▸ What the task requires: Among the records below, determine how many lines have the word "Scheuermühlenstraße" in them; output only the number.

▸ Exercise data:
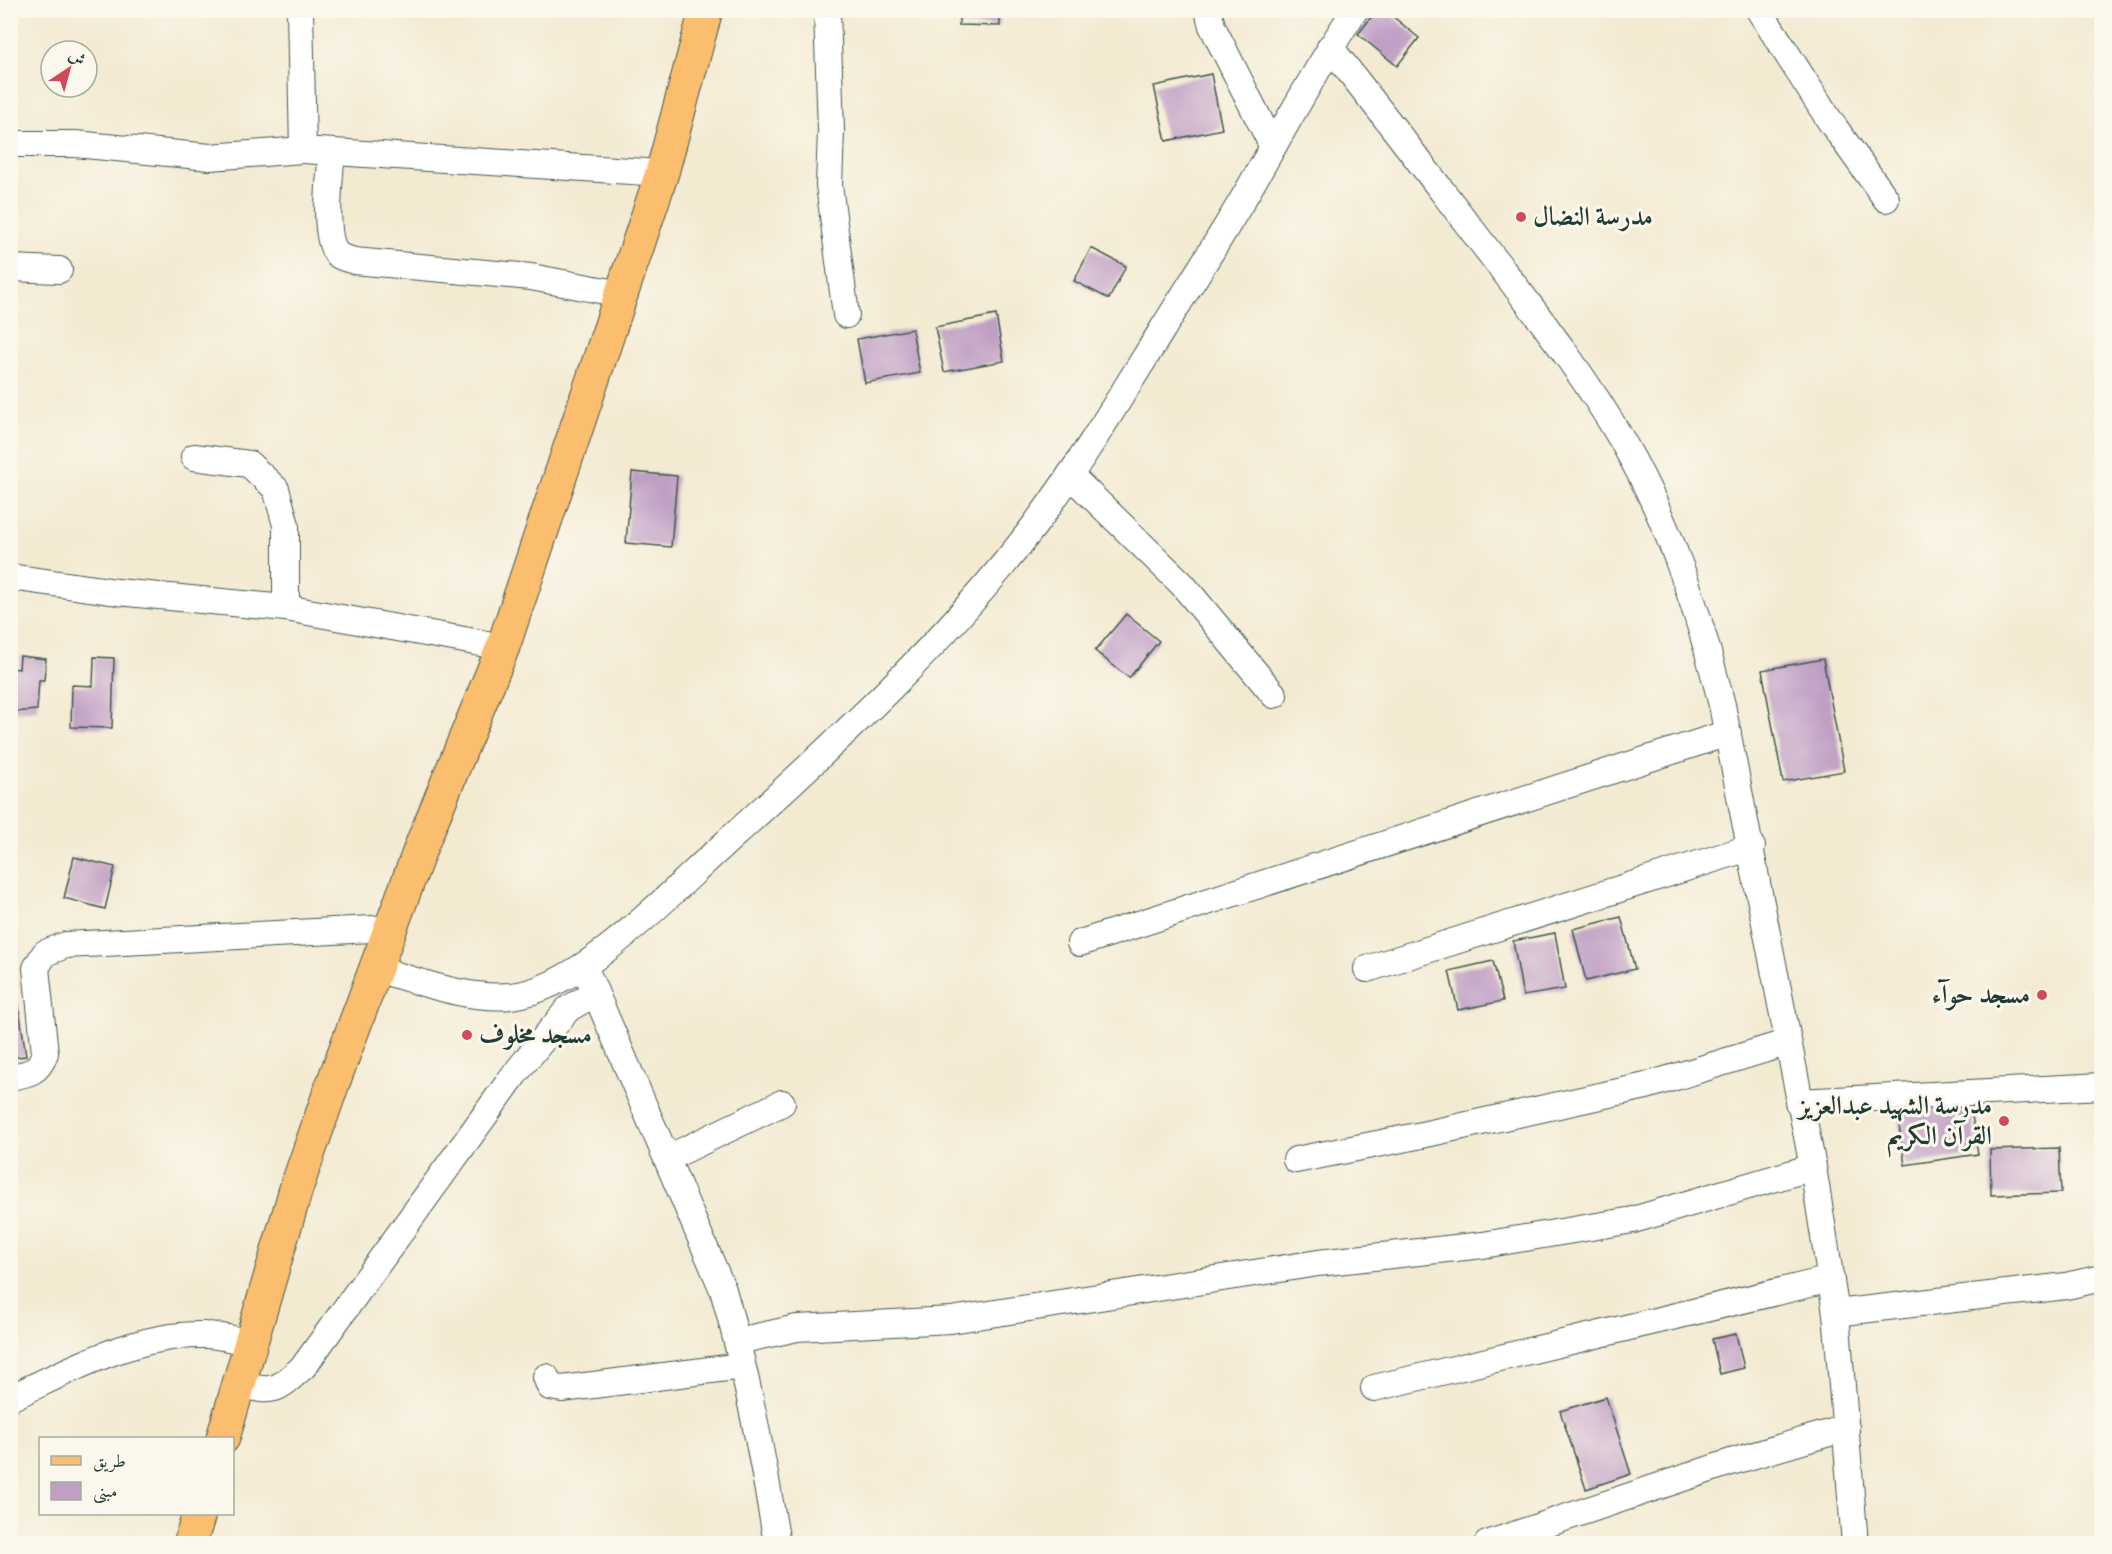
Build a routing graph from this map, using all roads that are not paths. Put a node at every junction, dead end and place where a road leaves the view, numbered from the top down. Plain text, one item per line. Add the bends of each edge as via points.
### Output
1 (300, 10) edge
2 (706, 10) edge
3 (826, 10) edge
4 (1208, 10) edge
5 (1355, 10) edge
6 (1759, 10) edge
7 (1330, 47) junction
8 (10, 144) edge
9 (1273, 147) junction
10 (303, 150) junction
11 (332, 152) junction
12 (662, 173) junction
13 (1886, 199) dead end
14 (10, 268) edge
15 (59, 270) dead end
16 (621, 294) junction
17 (846, 315) dead end
18 (194, 457) dead end
19 (1070, 475) junction
20 (10, 577) edge
21 (286, 608) junction
22 (503, 647) junction
23 (1274, 695) dead end
24 (1728, 733) junction
25 (1752, 847) junction
26 (391, 928) junction
27 (1080, 944) dead end
28 (584, 966) junction
29 (375, 969) junction
30 (1367, 969) dead end
31 (595, 993) junction
32 (1786, 1043) junction
33 (10, 1077) edge
34 (2102, 1086) edge
35 (1798, 1102) junction
36 (782, 1103) dead end
37 (668, 1158) junction
38 (1296, 1160) dead end
39 (1813, 1167) junction
40 (2102, 1278) edge
41 (1831, 1279) junction
42 (1836, 1313) junction
43 (738, 1341) junction
44 (250, 1343) junction
45 (742, 1366) junction
46 (546, 1377) dead end
47 (240, 1384) junction
48 (1374, 1388) dead end
49 (10, 1398) edge
50 (1846, 1428) junction
51 (223, 1437) edge
52 (199, 1515) edge
53 (190, 1544) edge
54 (777, 1544) edge
55 (1487, 1544) edge
56 (1855, 1544) edge

1 - 10 street
2 - 12 main road
3 - 17 street via 829,185
4 - 9 street via 1212,26
5 - 7 street
6 - 13 street
7 - 9 street
7 - 24 street via 1557,342 1624,443 1678,557 1705,637
8 - 10 street via 75,144 210,157
9 - 19 street
10 - 11 street
11 - 12 street
11 - 16 street via 328,193 331,244 339,255 354,261 531,276
12 - 16 main road
14 - 15 street
16 - 22 main road
18 - 21 street via 249,464 276,489 286,525
19 - 23 street via 1182,584
19 - 28 street via 1033,527 880,701 660,904
20 - 21 street
21 - 22 street
22 - 26 main road
24 - 25 street
24 - 27 street
25 - 30 street
25 - 32 street
26 - 29 main road
26 - 33 street via 66,945 45,953 36,968 45,1053 42,1064 31,1074
28 - 29 street via 513,996 457,992
28 - 31 street
29 - 44 main road via 296,1189
31 - 37 street
31 - 47 street via 568,1009 513,1075 304,1366 278,1389 263,1391
32 - 35 street
32 - 38 street via 1646,1086
34 - 35 street
35 - 39 street
36 - 37 street
37 - 43 street via 723,1290
39 - 41 street
39 - 43 street via 1632,1220 1483,1245 1318,1263 951,1320 797,1328
40 - 42 street via 2066,1286
41 - 42 street
41 - 48 street
42 - 50 street
43 - 45 street
44 - 47 main road
44 - 49 street via 208,1334 173,1336 105,1354
45 - 46 street via 562,1389 550,1387
45 - 54 street via 764,1459
47 - 51 main road
50 - 55 street via 1731,1462
50 - 56 street
52 - 53 main road

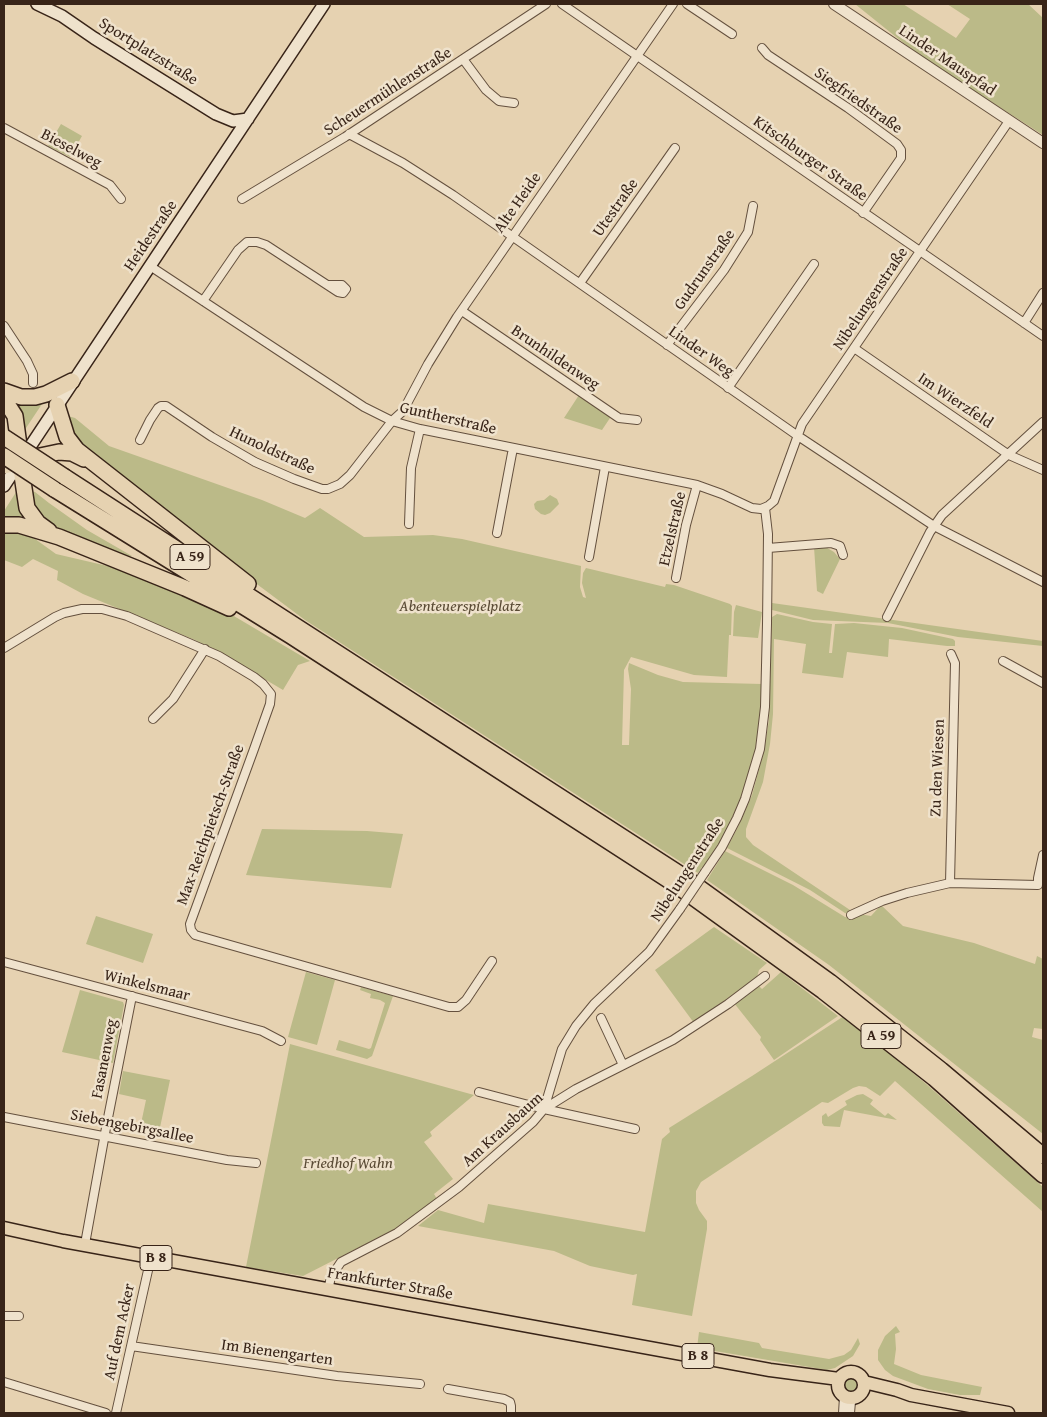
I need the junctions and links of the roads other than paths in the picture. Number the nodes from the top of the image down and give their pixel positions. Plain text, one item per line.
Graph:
1 (37, 4) edge
2 (324, 4) edge
3 (546, 4) edge
4 (562, 4) edge
5 (673, 4) edge
6 (687, 4) edge
7 (834, 4) edge
8 (732, 34) dead end
9 (762, 48) dead end
10 (636, 56) junction
11 (463, 59) junction
12 (514, 103) dead end
13 (216, 114) junction
14 (248, 119) junction
15 (1009, 121) junction
16 (4, 128) edge
17 (350, 134) junction
18 (233, 142) junction
19 (1043, 143) edge
20 (675, 148) dead end
21 (121, 199) dead end
22 (242, 199) dead end
23 (753, 206) dead end
24 (863, 213) junction
25 (512, 236) junction
26 (920, 252) junction
27 (814, 264) dead end
28 (150, 266) junction
29 (580, 284) junction
30 (328, 286) dead end
31 (1043, 294) edge
32 (203, 301) junction
33 (462, 311) junction
34 (1024, 323) junction
35 (4, 326) edge
36 (1043, 336) edge
37 (667, 345) junction
38 (854, 348) junction
39 (72, 381) junction
40 (33, 383) dead end
41 (728, 388) junction
42 (4, 391) edge
43 (4, 399) edge
44 (57, 405) junction
45 (636, 420) dead end
46 (392, 421) junction
47 (1043, 422) edge
48 (420, 428) junction
49 (798, 436) junction
50 (4, 437) edge
51 (140, 440) dead end
52 (513, 448) junction
53 (1009, 455) junction
54 (4, 456) edge
55 (21, 461) junction
56 (94, 464) junction
57 (4, 466) edge
58 (605, 467) junction
59 (1043, 470) edge
60 (697, 485) junction
61 (4, 486) edge
62 (765, 508) junction
63 (409, 524) dead end
64 (4, 525) edge
65 (934, 526) junction
66 (497, 533) dead end
67 (59, 537) junction
68 (768, 548) junction
69 (843, 555) dead end
70 (589, 557) dead end
71 (676, 578) dead end
72 (1043, 582) edge
73 (887, 617) dead end
74 (291, 636) junction
75 (316, 638) junction
76 (4, 648) edge
77 (205, 649) junction
78 (951, 654) dead end
79 (1003, 661) dead end
80 (1043, 683) edge
81 (153, 719) dead end
82 (1043, 855) edge
83 (950, 883) junction
84 (1041, 888) edge
85 (852, 915) dead end
86 (492, 961) dead end
87 (4, 962) edge
88 (765, 976) dead end
89 (132, 996) junction
90 (601, 1018) dead end
91 (281, 1041) dead end
92 (623, 1065) junction
93 (479, 1092) dead end
94 (544, 1109) junction
95 (4, 1117) edge
96 (635, 1129) dead end
97 (105, 1136) junction
98 (1043, 1156) edge
99 (256, 1163) dead end
100 (1043, 1175) edge
101 (4, 1228) edge
102 (85, 1244) junction
103 (151, 1257) junction
104 (328, 1290) junction
105 (4, 1316) edge
106 (18, 1316) dead end
107 (131, 1346) junction
108 (4, 1382) edge
109 (420, 1384) dead end
110 (448, 1389) dead end
111 (850, 1389) junction
112 (106, 1413) edge
113 (116, 1413) edge
114 (511, 1413) edge
115 (843, 1413) edge
116 (850, 1413) edge
117 (1008, 1413) edge

1 - 13 main road, Sportplatzstraße
2 - 14 main road, Heidestraße
3 - 11 street, Scheuermühlenstraße
4 - 10 street, Kitschburger Straße
5 - 10 street, Alte Heide
6 - 8 street
7 - 15 street, Linder Mauspfad
9 - 24 street, Siegfriedstraße
10 - 24 street, Kitschburger Straße
10 - 25 street, Alte Heide
11 - 12 street
11 - 17 street, Scheuermühlenstraße
13 - 14 main road
13 - 18 main road
14 - 18 main road, Heidestraße
15 - 19 street, Linder Mauspfad
15 - 26 street, Nibelungenstraße
16 - 21 street, Bieselweg
17 - 22 street, Scheuermühlenstraße
17 - 25 street, Linder Weg
18 - 28 main road, Heidestraße
20 - 29 street, Utestraße
23 - 37 street, Gudrunstraße
24 - 26 street, Kitschburger Straße
25 - 29 street, Linder Weg
25 - 33 street, Alte Heide
26 - 34 street, Kitschburger Straße
26 - 38 street, Nibelungenstraße
27 - 41 street
28 - 32 street, Guntherstraße
28 - 39 main road, Heidestraße
29 - 37 street, Linder Weg
30 - 32 street
31 - 34 street
32 - 46 street, Guntherstraße
33 - 45 street, Brunhildenweg
33 - 46 street, Alte Heide
34 - 36 street, Kitschburger Straße
35 - 40 street
37 - 41 street, Linder Weg
38 - 49 street, Nibelungenstraße
38 - 53 street, Im Wierzfeld
39 - 42 highway
39 - 44 main road, Heidestraße
41 - 49 street, Linder Weg
43 - 55 highway
44 - 55 main road, Heidestraße
44 - 56 highway
46 - 48 street, Guntherstraße
46 - 51 street, Hunoldstraße
47 - 53 street
48 - 52 street, Guntherstraße
48 - 63 street
49 - 62 street, Nibelungenstraße
49 - 65 street, Linder Weg
50 - 75 highway, A 59, bridge
52 - 58 street, Guntherstraße
52 - 66 street
53 - 59 street, Im Wierzfeld
53 - 65 street
54 - 74 highway, A 59, bridge
55 - 56 highway
55 - 57 highway
55 - 61 main road, Heidestraße
55 - 67 highway
56 - 75 highway
58 - 60 street, Guntherstraße
58 - 70 street
60 - 62 street, Guntherstraße
60 - 71 street, Etzelstraße
62 - 68 street, Nibelungenstraße
64 - 67 highway
65 - 72 street, Linder Weg
65 - 73 street
67 - 74 highway
68 - 69 street
68 - 94 street, Nibelungenstraße, bridge
74 - 100 highway, A 59
75 - 98 highway, A 59
76 - 77 street, Max-Reichpietsch-Straße
77 - 81 street
77 - 86 street, Max-Reichpietsch-Straße
78 - 83 street, Zu den Wiesen
79 - 80 street
82 - 84 street
83 - 84 street
83 - 85 street
87 - 89 street, Winkelsmaar
88 - 92 street, Am Krausbaum
89 - 91 street, Winkelsmaar
89 - 97 street, Fasanenweg
90 - 92 street
92 - 94 street, Am Krausbaum
93 - 94 street
94 - 96 street
94 - 104 street, Am Krausbaum
95 - 97 street, Siebengebirgsallee
97 - 99 street, Siebengebirgsallee
97 - 102 street, Fasanenweg
101 - 102 main road, Frankfurter Straße / B 8
102 - 103 main road, Frankfurter Straße / B 8
103 - 104 main road, Frankfurter Straße / B 8
103 - 107 street, Auf dem Acker
104 - 111 main road, Frankfurter Straße / B 8
105 - 106 street
107 - 109 street, Im Bienengarten
107 - 113 street, Auf dem Acker
108 - 112 street
110 - 114 street
111 - 115 street
111 - 116 street
111 - 117 main road, Frankfurter Straße / B 8

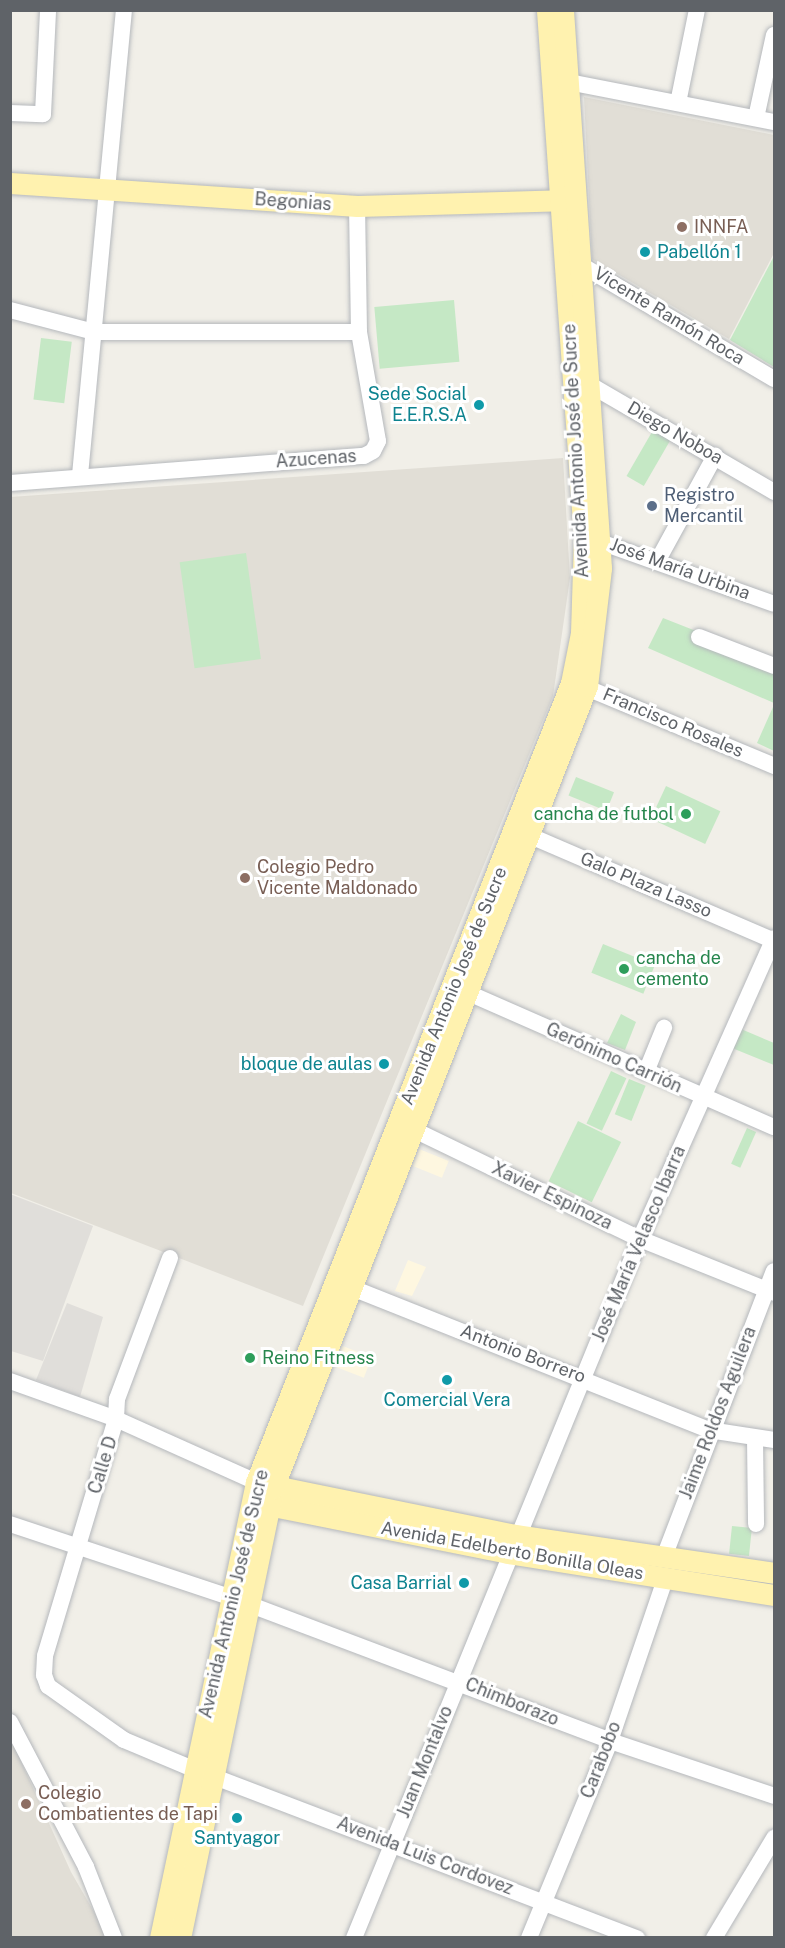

▸ Expected answer: 3